Cancellation, of course, is recognized as the proper equitable remedy for a breach of implied covenants where justice will be thus served. Coal, Oil and Gas Co. v. Styron, Okl., 303 P.2d 965 (1956).

From their premise that failure to pay royalties is a breach of the implied covenant to market, lessors' argument concludes with the claim that our decision in Townsend v. Creekmore-Rooney Company, Okl., 332 P.2d 35 (1958) is direct authority supporting cancellation of the leases involved herein. However, the facts in Townsend, supra, did not concern the payment of royalties. There we held only that the unexplained cessation of marketing of oil or gas from the leases for an extended period of several months was prima facie sufficient to justify cancellation as a breach of the implied covenant to market.

Neither Mr. Brown's opinion or lessors' arguments persuade us to adopt the notion that payment of royalties comes within the ambit of the implied covenant to market.
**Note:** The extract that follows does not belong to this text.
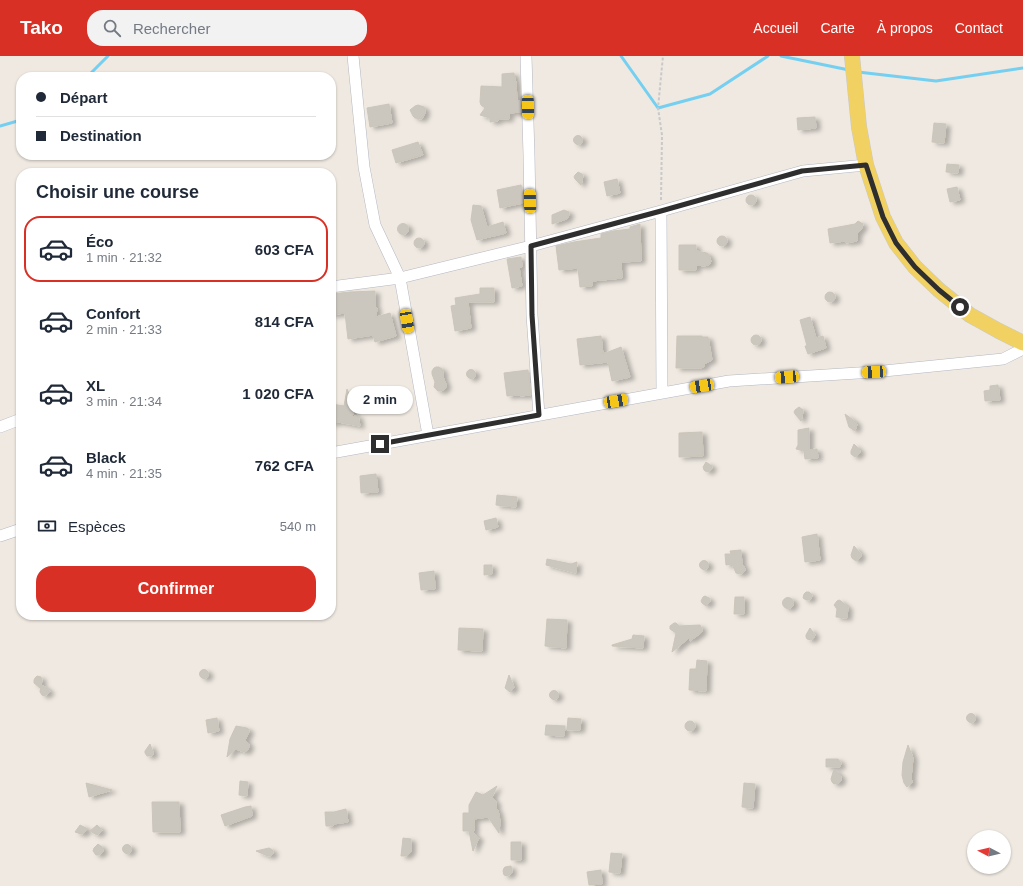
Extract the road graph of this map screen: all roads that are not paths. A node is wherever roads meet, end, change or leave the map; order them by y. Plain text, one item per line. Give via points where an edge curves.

Consequently, we do not depart from the rule expressed in Wagoner, supra, that lessee's failure to pay royalty as provided by the lease will not give lessors sufficient grounds to declare a forfeiture unless by the express terms of that lease they are given that right and power.

We note in passing that the overwhelming majority of jurisdictions which have considered this issue are in accord.

The relevant portion of 58 C.J.S. Mines and Minerals § 205d(3) reads:

"In the absence of a provision for forfeiture, the lessor, as a general rule, is not entitled to enforce a forfeiture of an oil and gas lease for the nonpayment of rent or royalties."

And, Summers, 3A Summers Oil and Gas, 2nd Ed. § 616, states the following:

"Oil and gas leases ordinarily do not contain an express provision empowering the lessor or royalty owner to declare a forfeiture thereof for the non-payment of gas well rentals or oil and gas royalties from production. In the absence of such a provision the courts in most jurisdictions refuse to enforce a forfeiture for the non-payment of royalties by decreeing a cancellation of the lease. In Louisiana, however, where oil and gas royalties are treated as rents, codal provisions respecting ordinary leases are applicable to mineral leases, and an article of the code provides that a lessee may be expelled from the leased premises for failure to pay rent when due, an oil and gas lease may be cancelled for non-payment of royalties, even though it does not contain a clause authorizing forfeiture *517 in the event of a breach by the lessee of his duty to pay."

Through stipulation of the parties lessors' damages were agreed to amount to $1,693.62. As lessees correctly contend, lessors had a plain, speedy and adequate remedy at law available to them which, if pursued, would have fully compensated them for this loss. This Court has repeatedly held that in such circumstances equity will not grant relief to a litigant who fails to pursue his remedy at law. See, Robertson v. Maney, 196 Okl. 500, 166 P.2d 106 (1946), and, Ionic Petroleum Limited v. Third Finance Corp., Okl., 411 P.2d 492 (1966).

Therefore, the judgment of the Court of Appeals as modified and corrected by the Order of Amendment is Vacated and the Judgment of the Trial Court Granted in favor of lessees is Affirmed.

HODGES, V.C.J., and DAVISON, IRWIN, LAVENDER, SIMMS and DOOLIN, JJ., concur.

WILLIAMS, C.J., and BARNES, J., dissent.